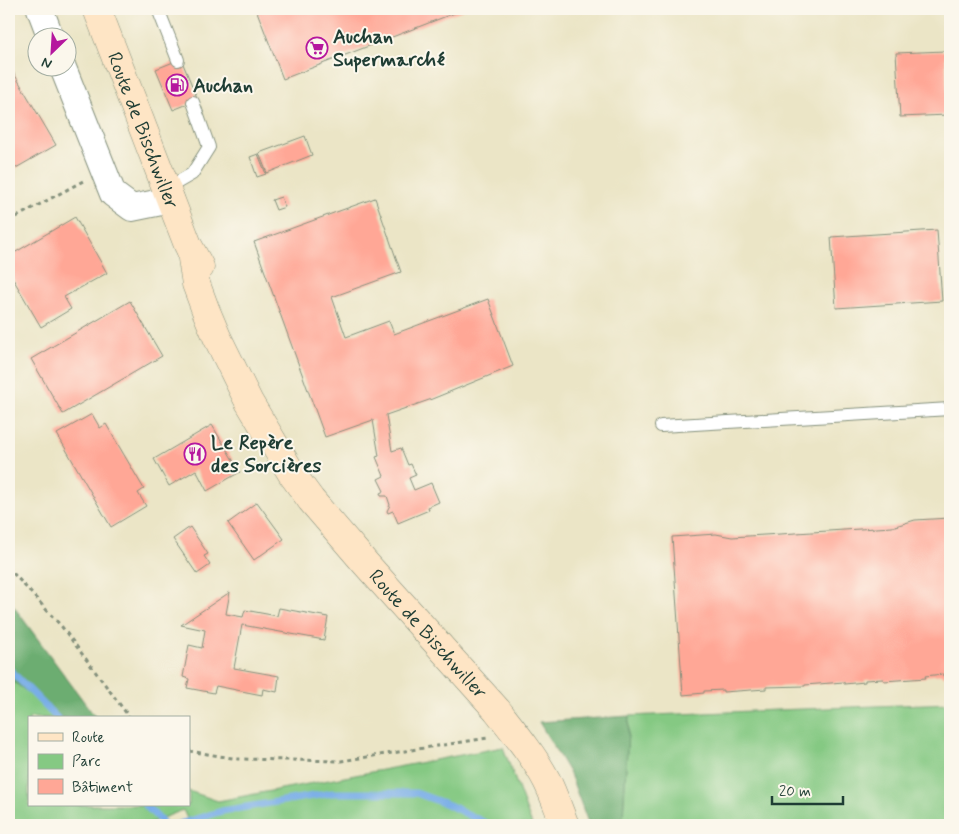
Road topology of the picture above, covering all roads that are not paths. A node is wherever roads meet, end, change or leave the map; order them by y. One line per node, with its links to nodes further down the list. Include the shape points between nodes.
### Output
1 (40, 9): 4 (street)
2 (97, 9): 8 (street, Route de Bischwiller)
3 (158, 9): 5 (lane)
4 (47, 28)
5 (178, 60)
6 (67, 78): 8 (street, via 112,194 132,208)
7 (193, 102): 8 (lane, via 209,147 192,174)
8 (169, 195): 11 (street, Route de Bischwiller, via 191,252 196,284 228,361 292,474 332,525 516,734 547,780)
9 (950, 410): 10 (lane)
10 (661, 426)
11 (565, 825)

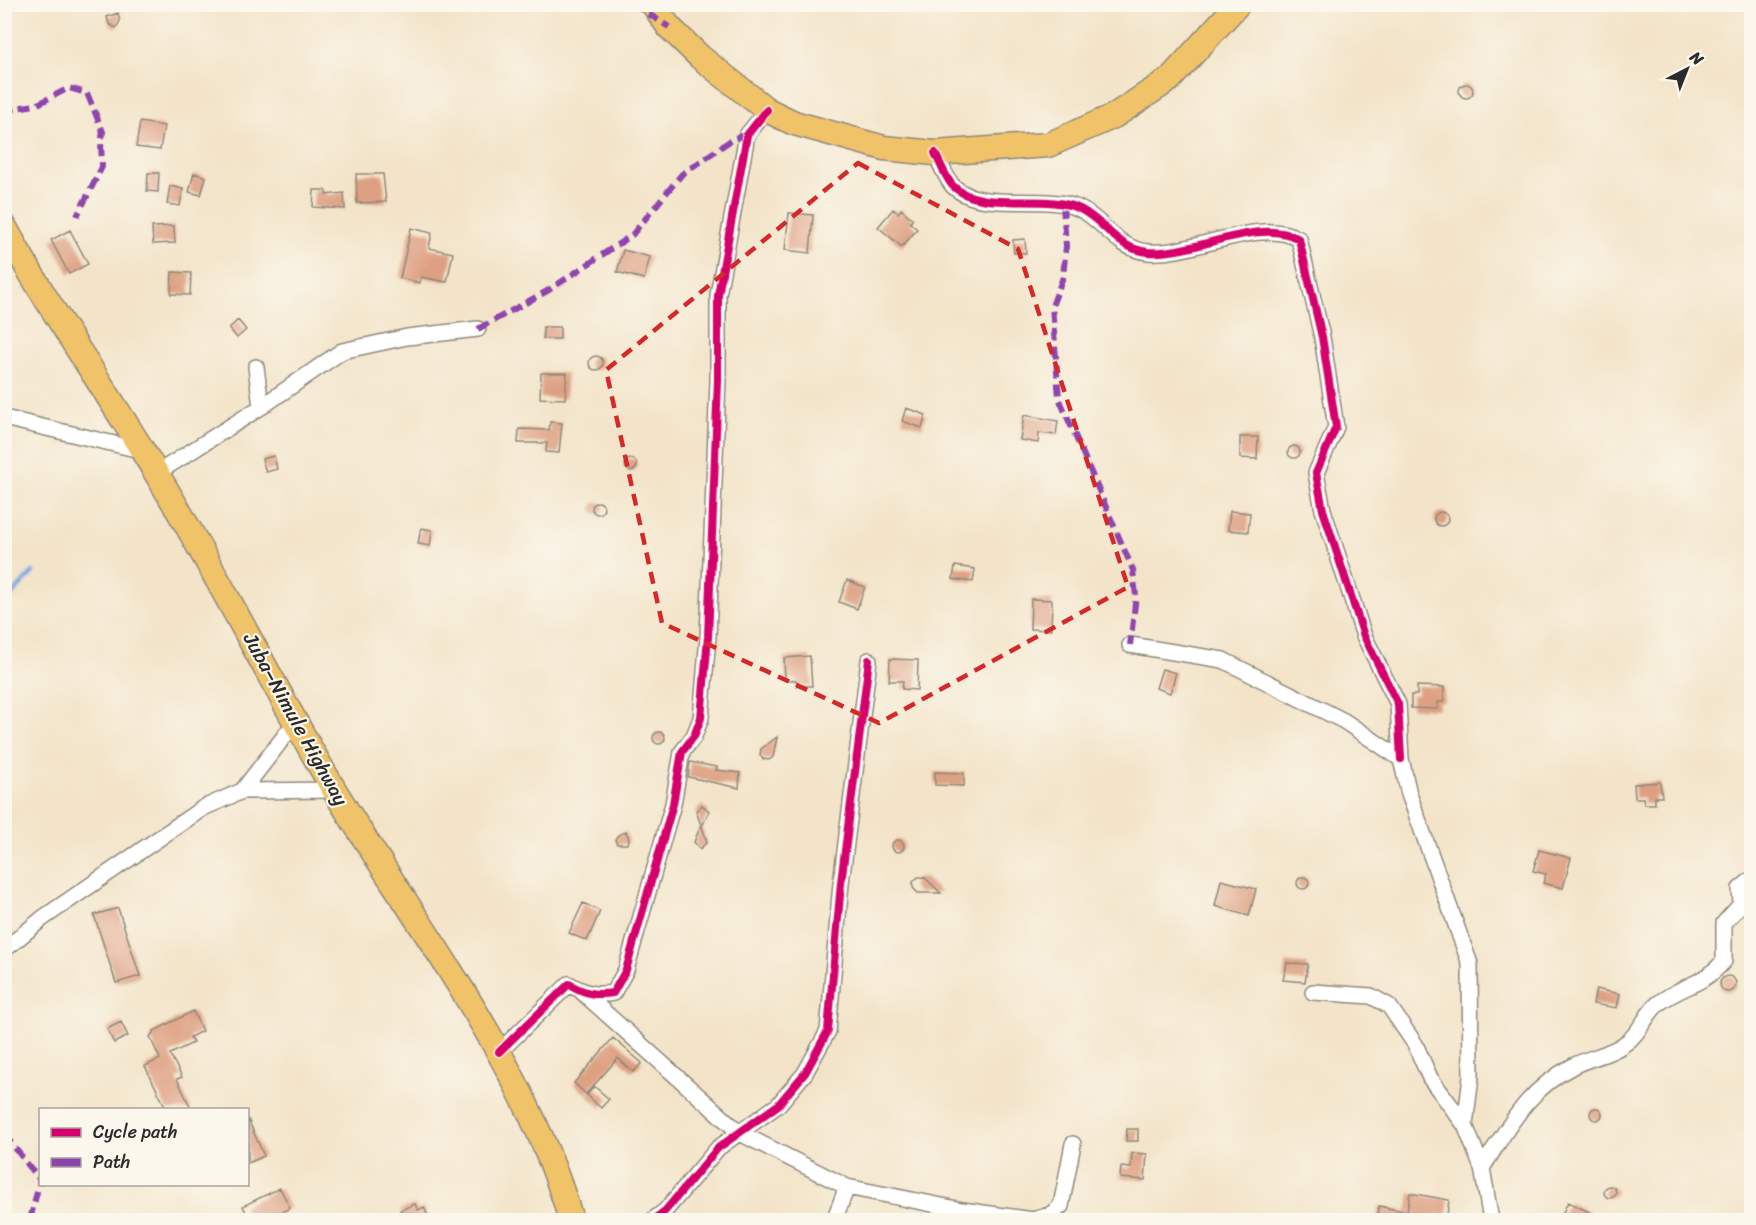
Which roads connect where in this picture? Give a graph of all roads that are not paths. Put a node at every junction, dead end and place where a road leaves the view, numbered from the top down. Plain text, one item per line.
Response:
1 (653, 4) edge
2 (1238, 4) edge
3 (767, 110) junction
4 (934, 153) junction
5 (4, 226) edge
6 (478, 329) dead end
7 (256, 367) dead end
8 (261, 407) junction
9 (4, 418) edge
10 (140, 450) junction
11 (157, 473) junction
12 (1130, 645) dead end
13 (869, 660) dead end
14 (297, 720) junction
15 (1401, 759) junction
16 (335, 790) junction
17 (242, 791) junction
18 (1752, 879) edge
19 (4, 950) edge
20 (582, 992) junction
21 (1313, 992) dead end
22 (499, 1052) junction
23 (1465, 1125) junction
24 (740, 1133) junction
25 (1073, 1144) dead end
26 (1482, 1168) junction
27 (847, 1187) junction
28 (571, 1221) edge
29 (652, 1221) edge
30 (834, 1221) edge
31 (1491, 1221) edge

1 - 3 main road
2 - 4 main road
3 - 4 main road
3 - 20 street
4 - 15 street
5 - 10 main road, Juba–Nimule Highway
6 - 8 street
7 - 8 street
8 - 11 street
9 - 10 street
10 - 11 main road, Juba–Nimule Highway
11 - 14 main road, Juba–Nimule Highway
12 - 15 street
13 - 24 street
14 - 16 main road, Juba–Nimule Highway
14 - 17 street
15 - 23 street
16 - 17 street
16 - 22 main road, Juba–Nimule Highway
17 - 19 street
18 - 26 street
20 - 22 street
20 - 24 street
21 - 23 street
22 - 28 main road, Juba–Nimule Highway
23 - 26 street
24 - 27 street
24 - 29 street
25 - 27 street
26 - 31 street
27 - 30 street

=======

• [REQUIRED ACTION]:
With images omitted, output the data exactly as given.

• [PROBLEM SOLUTION]:
Road topology of the picture above, covering all roads that are not paths. A node is wherever roads meet, end, change or leave the map; order them by y. One line per node, with its links to nodes further down the list. Include the shape points between nodes.
### Output
1 (40, 9): 4 (street)
2 (97, 9): 8 (street, Route de Bischwiller)
3 (158, 9): 5 (lane)
4 (47, 28)
5 (178, 60)
6 (67, 78): 8 (street, via 112,194 132,208)
7 (193, 102): 8 (lane, via 209,147 192,174)
8 (169, 195): 11 (street, Route de Bischwiller, via 191,252 196,284 228,361 292,474 332,525 516,734 547,780)
9 (950, 410): 10 (lane)
10 (661, 426)
11 (565, 825)

Which roads connect where in this picture? Give a graph of all roads that are not paths. Put a node at every junction, dead end and place where a road leaves the view, numbered from the top down. Plain text, one item per line.
Response:
1 (653, 4) edge
2 (1238, 4) edge
3 (767, 110) junction
4 (934, 153) junction
5 (4, 226) edge
6 (478, 329) dead end
7 (256, 367) dead end
8 (261, 407) junction
9 (4, 418) edge
10 (140, 450) junction
11 (157, 473) junction
12 (1130, 645) dead end
13 (869, 660) dead end
14 (297, 720) junction
15 (1401, 759) junction
16 (335, 790) junction
17 (242, 791) junction
18 (1752, 879) edge
19 (4, 950) edge
20 (582, 992) junction
21 (1313, 992) dead end
22 (499, 1052) junction
23 (1465, 1125) junction
24 (740, 1133) junction
25 (1073, 1144) dead end
26 (1482, 1168) junction
27 (847, 1187) junction
28 (571, 1221) edge
29 (652, 1221) edge
30 (834, 1221) edge
31 (1491, 1221) edge

1 - 3 main road
2 - 4 main road
3 - 4 main road
3 - 20 street
4 - 15 street
5 - 10 main road, Juba–Nimule Highway
6 - 8 street
7 - 8 street
8 - 11 street
9 - 10 street
10 - 11 main road, Juba–Nimule Highway
11 - 14 main road, Juba–Nimule Highway
12 - 15 street
13 - 24 street
14 - 16 main road, Juba–Nimule Highway
14 - 17 street
15 - 23 street
16 - 17 street
16 - 22 main road, Juba–Nimule Highway
17 - 19 street
18 - 26 street
20 - 22 street
20 - 24 street
21 - 23 street
22 - 28 main road, Juba–Nimule Highway
23 - 26 street
24 - 27 street
24 - 29 street
25 - 27 street
26 - 31 street
27 - 30 street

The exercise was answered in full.